LEMA-Llama-2-7b (Proof of Concept)
This model is a demonstration of the LEMA (Layer-wise Efficient Memory Abstraction) framework. It proves that large language models (7B+) can be fine-tuned on consumer-grade hardware with limited VRAM (e.g., 16GB Tesla P100) by virtualizing GPU memory.
Key Achievement: Fine-tuned Llama-2-7B using only 6.36 GB of VRAM (standard LoRA typically requires ~14GB+ for this configuration).
Training code is available over on the github repository: LEMA-llama
Model Details
- Base Model:
NousResearch/Llama-2-7b-hf - Framework: LEMA v1.0
- Fine-Tuning Method: LoRA (Rank 16, Alpha 32)
- Memory Strategy: Streaming (Triple-Buffer: Disk -> RAM -> VRAM)
- Precision: FP16
Training Configuration
The model was trained to learn a strict custom chat format ([LEMA_REPLY]) to verify that weight updates were successfully applied.
- Hardware: NVIDIA Tesla P100 (16GB VRAM)
- Batch Size: 8 (Gradient Accumulation: 1)
- Sequence Length: 512
- Steps: 625 (1 Epoch over 5k examples)
- Optimizer: AdamW (lr=1e-4)
Memory Efficiency
| Metric | Standard PEFT/LoRA | LEMA (This Run) |
|---|---|---|
| Peak VRAM | OOM | 6.36 GB |
| System RAM | OOM | 2.40 GB |
Note: Standard PEFT typically OOMs at Batch Size 4-8 on 16GB cards with 512 context.
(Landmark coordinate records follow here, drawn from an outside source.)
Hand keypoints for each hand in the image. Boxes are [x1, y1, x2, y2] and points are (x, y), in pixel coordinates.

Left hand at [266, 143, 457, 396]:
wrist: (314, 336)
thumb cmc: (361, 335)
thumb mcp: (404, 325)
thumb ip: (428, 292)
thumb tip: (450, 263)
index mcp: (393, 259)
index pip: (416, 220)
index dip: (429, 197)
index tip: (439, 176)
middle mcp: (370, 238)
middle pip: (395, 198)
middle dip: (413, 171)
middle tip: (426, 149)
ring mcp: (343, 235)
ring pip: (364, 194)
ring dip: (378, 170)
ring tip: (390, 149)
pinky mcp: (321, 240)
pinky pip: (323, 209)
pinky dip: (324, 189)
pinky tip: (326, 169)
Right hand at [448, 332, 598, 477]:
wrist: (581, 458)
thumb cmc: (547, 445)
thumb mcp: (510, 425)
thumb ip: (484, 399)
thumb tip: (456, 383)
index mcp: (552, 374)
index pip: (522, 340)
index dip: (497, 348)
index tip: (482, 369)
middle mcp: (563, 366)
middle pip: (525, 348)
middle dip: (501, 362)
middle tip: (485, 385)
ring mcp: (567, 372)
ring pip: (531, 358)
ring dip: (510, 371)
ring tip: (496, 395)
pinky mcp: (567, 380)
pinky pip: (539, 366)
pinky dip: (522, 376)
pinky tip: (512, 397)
LEMA held steady at <7GB.
Training Logs
The training loss converged smoothly, demonstrating stable learning despite the layer-wise streaming architecture.
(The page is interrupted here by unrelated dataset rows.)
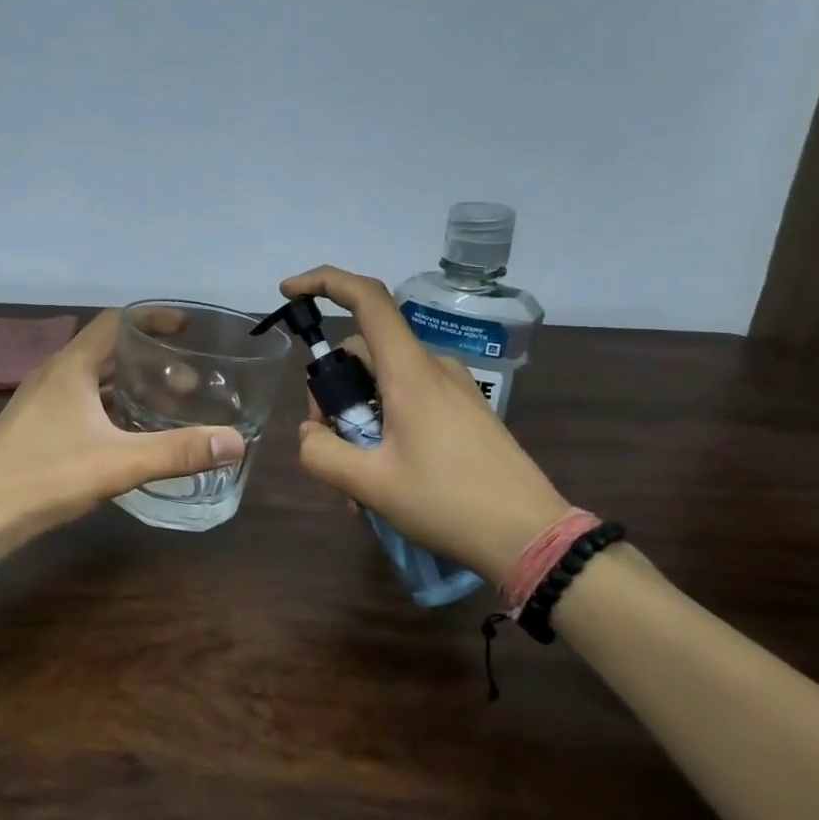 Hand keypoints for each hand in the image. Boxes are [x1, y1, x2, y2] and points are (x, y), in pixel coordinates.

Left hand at [0, 310, 244, 555]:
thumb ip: (177, 451)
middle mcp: (54, 375)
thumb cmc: (45, 477)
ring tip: (165, 404)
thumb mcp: (118, 464)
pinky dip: (109, 407)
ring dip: (128, 385)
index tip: (186, 326)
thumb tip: (236, 441)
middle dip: (148, 359)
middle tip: (187, 379)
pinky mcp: (35, 427)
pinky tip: (128, 434)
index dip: (151, 318)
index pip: (115, 322)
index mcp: (71, 368)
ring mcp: (40, 402)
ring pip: (93, 380)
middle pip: (107, 351)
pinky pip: (80, 403)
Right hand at [283, 265, 570, 582]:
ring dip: (356, 421)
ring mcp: (452, 389)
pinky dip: (383, 428)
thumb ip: (321, 453)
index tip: (288, 293)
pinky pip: (407, 401)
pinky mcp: (464, 412)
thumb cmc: (448, 504)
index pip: (366, 299)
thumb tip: (310, 433)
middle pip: (362, 352)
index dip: (323, 282)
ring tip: (357, 484)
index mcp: (409, 372)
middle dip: (331, 393)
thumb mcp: (370, 484)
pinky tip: (384, 479)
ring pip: (382, 383)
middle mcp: (432, 367)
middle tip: (327, 446)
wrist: (530, 537)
Step 10/625 | Loss: 2.1732 | VRAM: 6.36GB
Step 100/625 | Loss: 0.0677 | VRAM: 6.36GB
Step 200/625 | Loss: 0.0462 | VRAM: 6.36GB
Step 300/625 | Loss: 0.0407 | VRAM: 6.36GB
Step 400/625 | Loss: 0.0412 | VRAM: 6.36GB
Step 500/625 | Loss: 0.0459 | VRAM: 6.36GB
Step 600/625 | Loss: 0.0406 | VRAM: 6.36GB
Final Step | Training Complete
Derived Metrics
- Total Training Time: 5h 40m
- Average Step Time: 32.23s
- Peak VRAM: 6.36GB (stable)
- Peak RAM: 2.52GB
Full raw logs over Here
Limitations & Known Issues
⚠️ Warning: Experimental Proof-of-Concept
This model was trained for only 1 epoch as a mechanical stress test of the LEMA library. While it successfully learned the new vocabulary and special tags, it has not yet mastered the logical structure or grammar of the custom template.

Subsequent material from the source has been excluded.